En 1982, l’invasion israélienne et
le départ forcé de l’Organisation de la Libération de la Palestine (OLP) du
pays marquent un tournant pour ces réfugiés. 65 % d’entre eux avaient du
travail grâce à l’organisation de Yasser Arafat, qui assurait aussi le
financement des structures sanitaires et éducatives. Depuis, c’est l’agence des
Nations-Unies pour les réfugiés palestiniens qui assure pour l’essentiel leur
survie et leur éducation. Leur situation s’est ensuite détériorée au cours des
années 1990 pour différentes raisons. Les services et l’aide de l’OLP se sont
arrêtés depuis les accords d’Oslo en 1993. Jusqu’à cette date, l’OLP avait pris
en charge la presque totalité des besoins quotidiens des camps. Depuis 1993,
cette aide se réduit presque exclusivement au versement de modestes pensions
attribuées aux familles des martyrs. D’autre part, lors de la guerre du Golfe
de 1991, les milliers de Palestiniens travaillant dans les pays producteurs de
pétrole, dont beaucoup provenaient du Liban, ont perdu leur emploi et ont été
contraints à quitter ces pays. Ce fut pour les familles restées au Liban un
manque à gagner très important. En outre, l’aide financière versée à l’OLP par
les pays arabes a été fortement réduite en raison du soutien de l’OLP à l’Iraq,
lors de cette guerre. En même temps, les services assurés par l’UNRWA ont, eux
aussi, diminué. Ceux-ci, dans les différents domaines pour lesquels elle a reçu
mandat de l’Onu en 1949 (aide alimentaire, infrastructures des camps, santé,
éducation), se sont réduits alors même que leur développement n’avait jamais
été aussi nécessaire.
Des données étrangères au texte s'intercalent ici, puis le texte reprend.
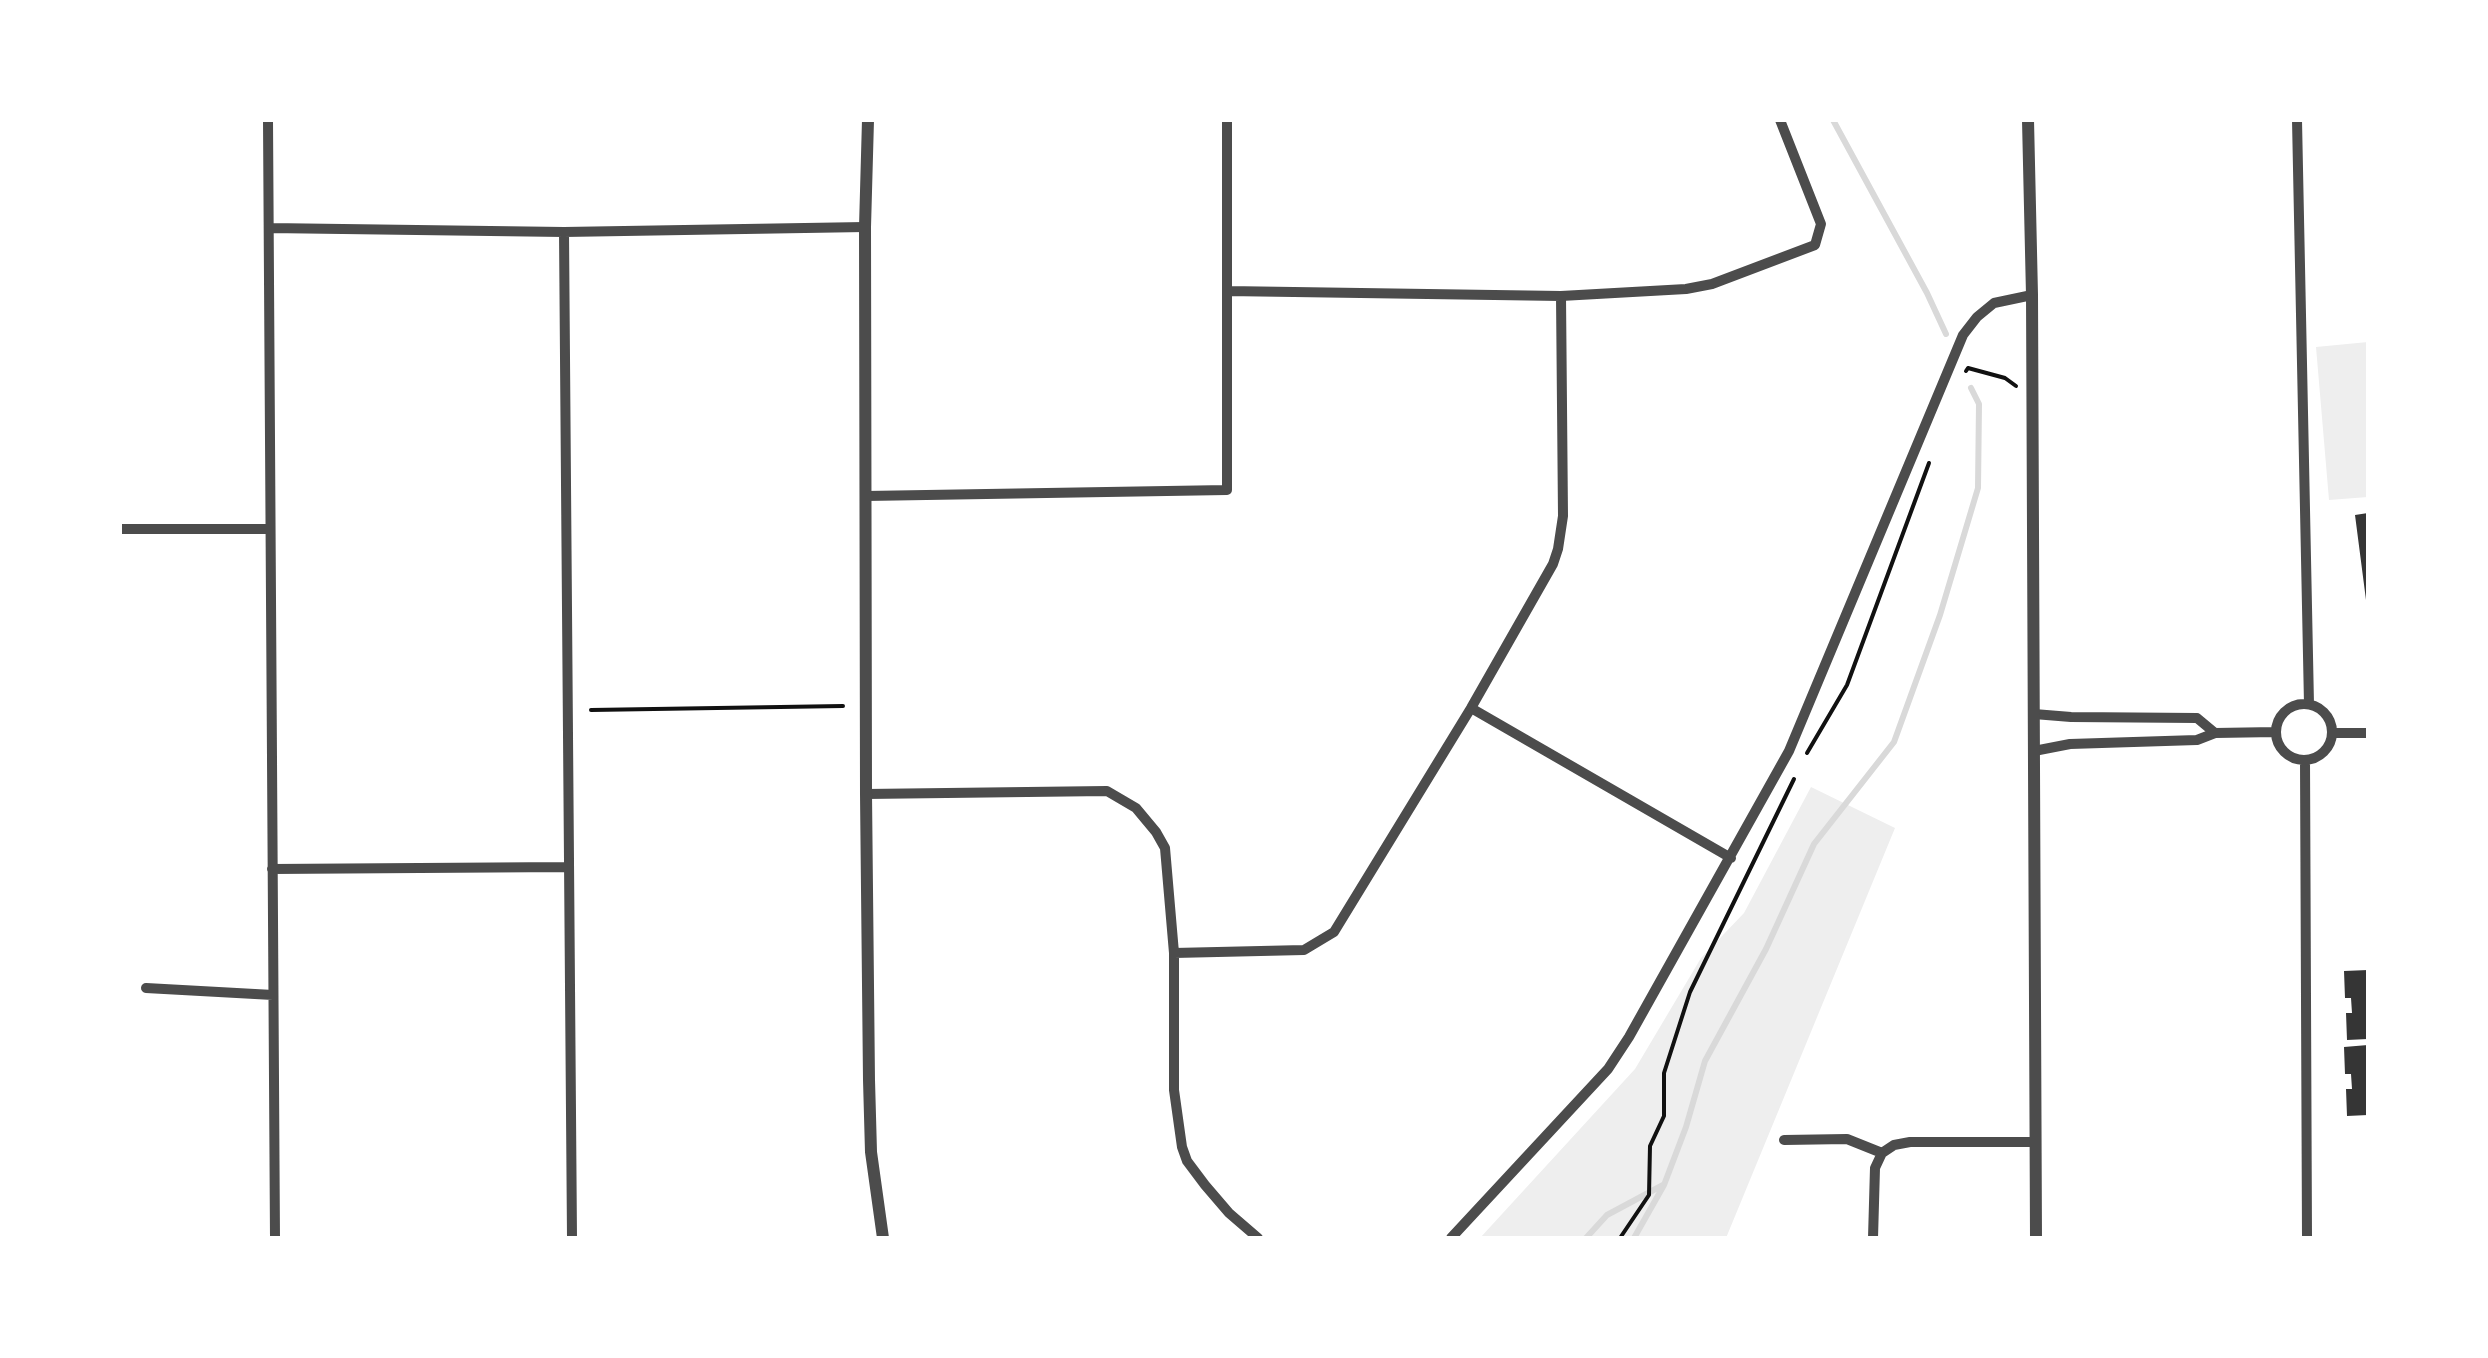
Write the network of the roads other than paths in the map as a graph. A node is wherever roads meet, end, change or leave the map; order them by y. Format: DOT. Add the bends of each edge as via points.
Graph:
graph roads {
  1 [pos="268,120"];
  2 [pos="868,120"];
  3 [pos="1227,120"];
  4 [pos="1780,120"];
  5 [pos="2028,120"];
  6 [pos="2297,120"];
  7 [pos="865,227"];
  8 [pos="268,228"];
  9 [pos="564,232"];
  10 [pos="1226,291"];
  11 [pos="2032,295"];
  12 [pos="1561,296"];
  13 [pos="866,496"];
  14 [pos="120,529"];
  15 [pos="270,530"];
  16 [pos="2308,704"];
  17 [pos="1471,708"];
  18 [pos="2034,714"];
  19 [pos="2276,732"];
  20 [pos="2214,733"];
  21 [pos="2332,733"];
  22 [pos="2368,733"];
  23 [pos="2034,751"];
  24 [pos="2305,761"];
  25 [pos="866,794"];
  26 [pos="1732,858"];
  27 [pos="567,867"];
  28 [pos="272,869"];
  29 [pos="1174,953"];
  30 [pos="146,988"];
  31 [pos="273,995"];
  32 [pos="1784,1140"];
  33 [pos="2036,1142"];
  34 [pos="1882,1153"];
  35 [pos="275,1238"];
  36 [pos="572,1238"];
  37 [pos="883,1238"];
  38 [pos="1258,1238"];
  39 [pos="1452,1238"];
  40 [pos="1874,1238"];
  41 [pos="2036,1238"];
  42 [pos="2308,1238"];
  1 -- 8 [label="street"];
  2 -- 7 [label="street"];
  3 -- 10 [label="street"];
  4 -- 12 [label="street" via="1820,224 1815,245 1686,289"];
  5 -- 11 [label="street"];
  6 -- 16 [label="street"];
  7 -- 9 [label="street"];
  7 -- 13 [label="street"];
  8 -- 9 [label="street"];
  8 -- 15 [label="street"];
  9 -- 27 [label="street"];
  10 -- 12 [label="street"];
  10 -- 13 [label="street" via="1227,490"];
  11 -- 18 [label="street"];
  11 -- 26 [label="street" via="1994,303 1963,335 1789,751"];
  12 -- 17 [label="street" via="1558,548"];
  13 -- 25 [label="street"];
  14 -- 15 [label="street"];
  15 -- 28 [label="street"];
  16 -- 19 [label="street" via="2287,709"];
  16 -- 21 [label="street" via="2327,716"];
  17 -- 26 [label="street"];
  17 -- 29 [label="street" via="1334,932 1304,950"];
  18 -- 20 [label="street" via="2197,718"];
  18 -- 23 [label="street"];
  19 -- 20 [label="street"];
  19 -- 24 [label="street" via="2280,748"];
  20 -- 23 [label="street" via="2196,740"];
  21 -- 22 [label="street"];
  21 -- 24 [label="street" via="2320,756"];
  23 -- 33 [label="street"];
  24 -- 42 [label="street"];
  25 -- 29 [label="street" via="1106,791 1122,799 1164,848"];
  25 -- 37 [label="street" via="871,1152"];
  26 -- 39 [label="street" via="1608,1068"];
  27 -- 28 [label="street"];
  27 -- 36 [label="street"];
  28 -- 31 [label="street"];
  29 -- 38 [label="street" via="1174,1090 1182,1147 1205,1185"];
  30 -- 31 [label="street"];
  31 -- 35 [label="street"];
  32 -- 34 [label="street" via="1847,1139"];
  33 -- 34 [label="street" via="1910,1142"];
  33 -- 41 [label="street"];
  34 -- 40 [label="street" via="1875,1168"];
}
Cette situation tient surtout à la réduction importante
du budget global de cet organisme. Aujourd’hui, les réfugiés craignent que
l’UNRWA ne soit en train de liquider graduellement ses activités. Cela
signifierait que l’Onu a opté pour l’implantation définitive des réfugiés
palestiniens dans les pays d’accueil, et ce en contradiction avec les
résolutions 194 et 302 de l’Onu et la fameuse question du droit de retour.
De leur côté, les autorités
libanaises, notamment pour éviter que ne soit remis en cause l’équilibre
fragile entre les communautés, évitent par tous les moyens l’intégration des
réfugiés. D’où un certain nombre de lois restrictives régissant la vie des
réfugiés palestiniens. Ainsi, les Palestiniens au Liban n’ont-ils aucun droit
social ni civique et n’ont qu’un accès limité aux équipements éducatifs
gouvernementaux. Ils n’ont aucun accès aux services sociaux publics. Ils ne
sont pas autorisés à obtenir un permis de travail pour 72 métiers, dont ceux de
médecin, d’avocat ou d’architecte. Leur est interdit aussi d’amener des
matériaux de construction dans les camps, leurs habitations sont précaires,
insalubres voire dangereuses. Une situation qui place les Palestiniens dans un
état d’extrême précarité : avec 25 %, Nahr Al-Bared a le pourcentage le plus élevé
de réfugiés palestiniens vivant dans une pauvreté abjecte et officiellement
enregistrés auprès des Nations-Unies comme des cas de « détresse particulière
», alors qu’à Aïn Héloué, le taux de chômage atteint les 70 %. Dans de telles
conditions, il n’est pas surprenant de voir proliférer dans les camps
palestiniens une certaine sympathie pour Al-Qaëda, voire des affiliations
officielles. Une situation appelée à perdurer tant que le problème de réfugiés
ne sera pas inclus dans un règlement global du conflit israélo-palestinien.